Lesson 22: Nice and loving gestures

There is something truly special about someone that is constantly letting you know that they are thinking of you.  Letting you know that you are loved and cared about.  A constant reminder that you are in the thoughts and hear of another and that you are deeply cared about.  It doesn’t matter how big or small the reminder is, it is just important that they are there, and they are constant.  No one likes being forgotten, even if they say it is what they want.

I have yet to meet anyone in this world that did not appreciate a well thought out surprise that was meant for them.  It doesn’t even have to be well thought out.  Some flowers and chocolates on the way home can do the job equally as well as a diamond bracelet.  Whether or not you like surprises or presents, it is always nice to know that someone was thinking about you and cared enough to take the time and go out of their way to do something nice for you.  It isn’t just for them.  It keeps your loved ones in your thoughts and heart as well.  

These can be simple things but this is where listening intently, paying attention, and remembering the things they like really come into play.  Nice and loving gestures are where you not only show them how much you love them and care about making them happy, it is an opportunity to show that you were listening to what they said and the things they care about are important to you.  It is a simple and easy way to demonstrate your commitment to what you both share.  It also feels really good to make the person you love feel special.  It is too easy to get so distracted that too much time passes between these gestures.  

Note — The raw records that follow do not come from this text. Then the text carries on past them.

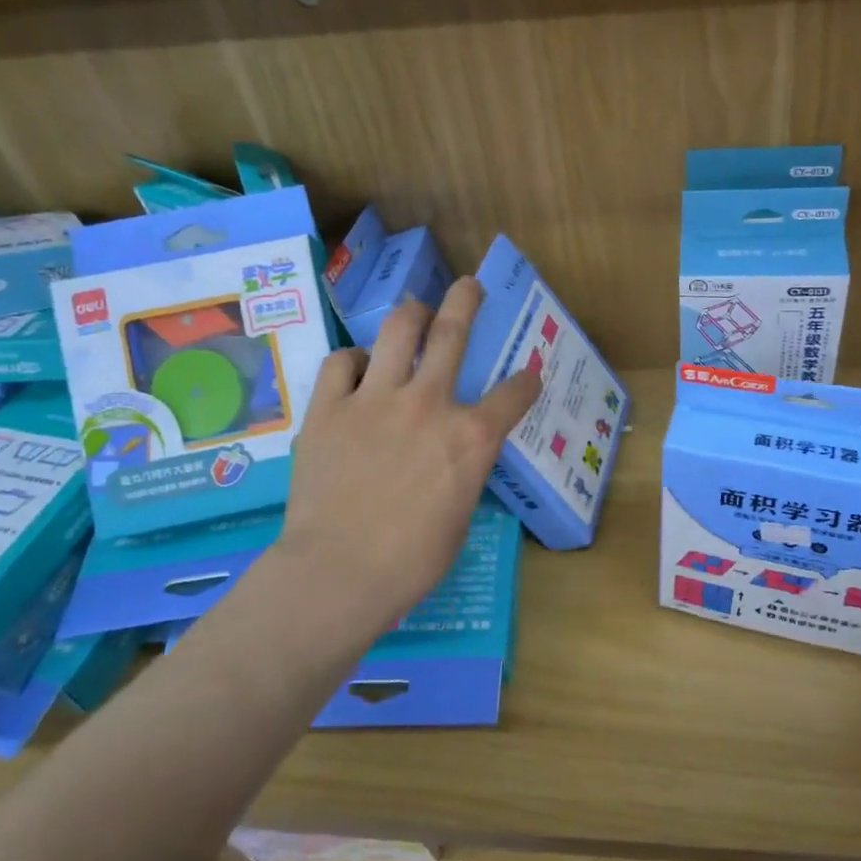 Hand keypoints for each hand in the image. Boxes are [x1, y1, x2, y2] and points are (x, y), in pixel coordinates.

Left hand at [277, 278, 540, 643]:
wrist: (338, 574)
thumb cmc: (411, 561)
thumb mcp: (461, 515)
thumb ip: (464, 469)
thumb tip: (455, 453)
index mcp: (471, 438)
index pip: (514, 394)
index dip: (527, 380)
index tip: (530, 373)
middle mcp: (429, 404)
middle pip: (453, 332)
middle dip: (467, 301)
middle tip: (470, 286)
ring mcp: (375, 399)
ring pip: (398, 330)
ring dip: (413, 313)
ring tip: (417, 310)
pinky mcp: (330, 407)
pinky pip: (342, 362)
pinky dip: (354, 359)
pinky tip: (358, 367) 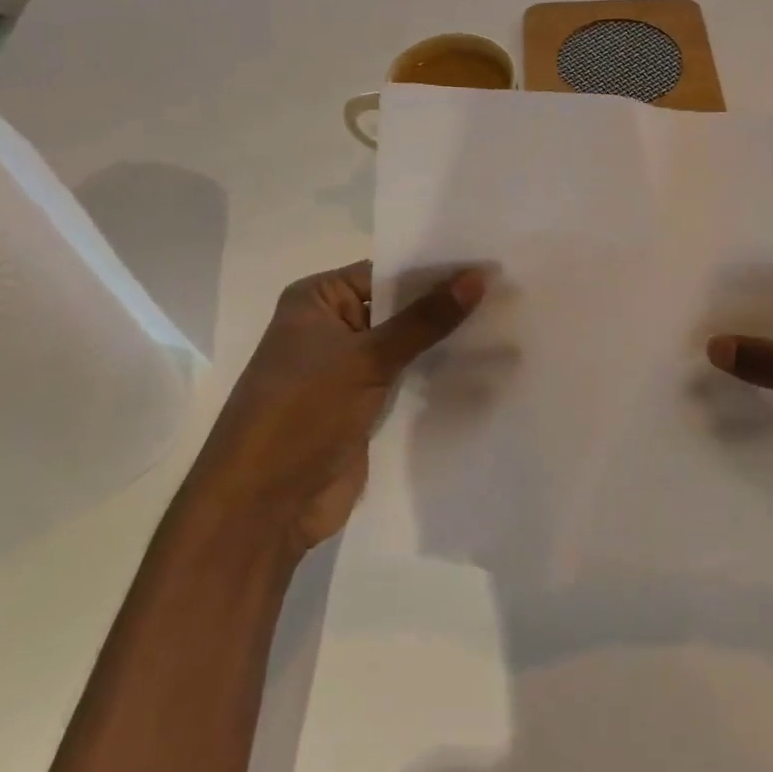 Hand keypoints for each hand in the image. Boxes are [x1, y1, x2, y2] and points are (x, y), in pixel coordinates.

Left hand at [199, 260, 485, 551]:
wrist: (263, 507)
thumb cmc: (302, 412)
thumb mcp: (366, 358)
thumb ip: (425, 319)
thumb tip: (480, 275)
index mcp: (317, 300)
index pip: (386, 272)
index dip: (435, 270)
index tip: (489, 264)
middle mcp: (331, 327)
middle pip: (398, 308)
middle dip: (446, 306)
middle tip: (509, 292)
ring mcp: (348, 370)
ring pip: (406, 346)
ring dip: (445, 342)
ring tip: (508, 324)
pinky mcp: (364, 407)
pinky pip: (407, 380)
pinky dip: (437, 375)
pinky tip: (485, 367) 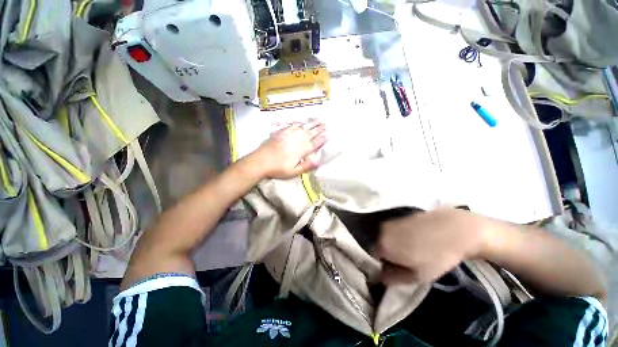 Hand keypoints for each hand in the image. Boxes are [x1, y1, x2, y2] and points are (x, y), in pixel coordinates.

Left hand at [251, 120, 326, 178]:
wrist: (260, 162)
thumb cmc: (277, 169)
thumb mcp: (293, 172)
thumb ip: (306, 166)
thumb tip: (318, 160)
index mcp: (299, 151)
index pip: (312, 144)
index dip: (320, 140)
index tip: (327, 135)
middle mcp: (295, 141)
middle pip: (309, 134)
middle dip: (318, 129)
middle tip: (325, 124)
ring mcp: (287, 136)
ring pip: (301, 128)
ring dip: (310, 124)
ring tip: (318, 119)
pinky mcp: (280, 133)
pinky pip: (291, 126)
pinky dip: (298, 123)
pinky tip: (301, 121)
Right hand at [377, 209, 489, 284]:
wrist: (454, 229)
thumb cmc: (436, 257)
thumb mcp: (417, 276)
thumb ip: (394, 278)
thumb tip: (381, 277)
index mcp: (383, 245)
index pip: (374, 256)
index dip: (384, 264)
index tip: (398, 268)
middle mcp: (383, 231)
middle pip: (381, 245)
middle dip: (390, 253)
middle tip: (408, 260)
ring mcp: (392, 221)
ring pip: (389, 237)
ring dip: (396, 244)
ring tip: (416, 249)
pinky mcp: (401, 216)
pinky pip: (396, 229)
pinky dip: (403, 235)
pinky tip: (419, 239) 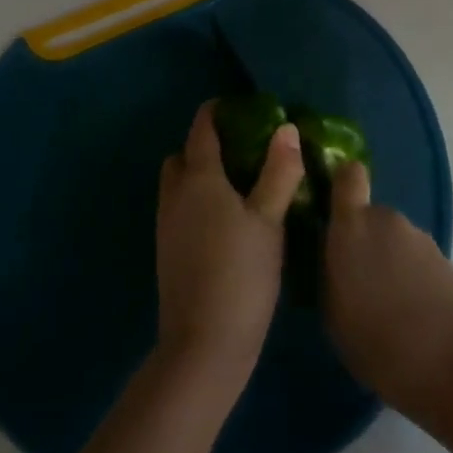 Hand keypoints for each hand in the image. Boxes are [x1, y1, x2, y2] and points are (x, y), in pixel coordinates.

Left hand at [156, 101, 303, 377]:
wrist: (203, 346)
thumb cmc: (241, 273)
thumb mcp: (269, 219)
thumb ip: (279, 172)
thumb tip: (286, 129)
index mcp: (199, 178)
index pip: (201, 129)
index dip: (216, 112)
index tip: (238, 106)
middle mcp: (175, 195)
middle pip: (183, 156)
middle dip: (204, 145)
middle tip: (241, 151)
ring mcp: (166, 226)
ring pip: (178, 185)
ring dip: (199, 176)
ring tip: (238, 186)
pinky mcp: (167, 253)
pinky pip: (179, 210)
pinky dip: (197, 203)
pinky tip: (226, 223)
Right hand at [323, 162, 452, 415]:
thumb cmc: (380, 343)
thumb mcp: (335, 316)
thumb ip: (332, 275)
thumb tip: (338, 262)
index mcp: (352, 227)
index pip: (348, 177)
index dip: (343, 186)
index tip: (336, 211)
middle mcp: (386, 221)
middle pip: (371, 219)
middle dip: (366, 245)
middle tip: (363, 289)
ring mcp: (421, 239)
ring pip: (396, 244)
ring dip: (392, 268)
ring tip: (392, 316)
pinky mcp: (448, 262)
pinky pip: (419, 265)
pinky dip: (415, 285)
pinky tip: (417, 326) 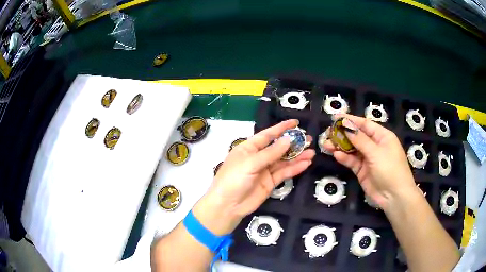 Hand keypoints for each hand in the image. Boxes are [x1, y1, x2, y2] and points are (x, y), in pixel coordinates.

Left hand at [193, 119, 314, 234]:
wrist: (228, 206)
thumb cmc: (233, 179)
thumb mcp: (250, 163)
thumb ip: (270, 153)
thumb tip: (288, 140)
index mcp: (249, 148)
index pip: (267, 135)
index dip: (281, 128)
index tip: (296, 123)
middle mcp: (258, 157)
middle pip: (278, 147)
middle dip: (293, 143)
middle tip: (309, 139)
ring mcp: (264, 170)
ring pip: (283, 161)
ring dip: (297, 156)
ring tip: (312, 151)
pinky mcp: (270, 182)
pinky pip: (284, 173)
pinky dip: (295, 168)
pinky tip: (306, 163)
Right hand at [323, 114, 417, 210]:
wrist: (394, 197)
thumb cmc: (390, 169)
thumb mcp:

Don’t be a fool.  It is not about buying the relationship and paying some kind of “love rent.”  There is no price tag, price expectation, or price limit.  If the price of these gestures is an issue, it is likely you have another problem entirely.  If the other person can’t appreciate the gesture without some kind of financial attachment, it is unlikely that you are in what most people would consider to be a healthy relationship.  These gestures are about frequently reigniting that feeling you got when you were young when someone brought you a present.  The excitement and mystery felt great but the feeling of being special enough to someone that they would get you a present was indescribable.  Don’t get tricked into thinking that these gestures have anything to do with money.  

There doesn’t even have to be money involved.  Go for a nice walk and pick out a nice flower.  If you see a colorful rock that you know they would like or find interesting, grab it, take it home, and put it in a box to wrap and present to them.  It isn’t about the gift itself, it is about the thought attached to it.  That mental connection.  Get to the door first so you can hold it open for them.  Wake up 20 minutes earlier than them and make them some breakfast in bed.  Have a nice big dinner ready for them when they get home from work.  Play a nice slow song in your home and pull them close for a dance.  Hug and kiss them as much as possible.

An endless stream of opportunities exist and they are only limited by your romantic imagination.  This could also serve to bring you closer to your friends.  I recommend bouncing ideas off each other.  Turn it into a competition.  Who can come up with the better or more romantic surprise?  Who can do the most with the least amount of money?  Who can come up with the most creative and off the wall idea that totally blows the others’ mind?  How many ideas can you come up with that the other wants to steal?  Like I said, you are only limited by your own imagination. 

Takeaways:

  1. Most people enjoy a nice surprise.
  2. No one likes being forgotten.
  3. Money should never be an issue.
  4. Don’t treat your gestures like they are some kind of “love rent.”
  5. You are only limited by your imagination.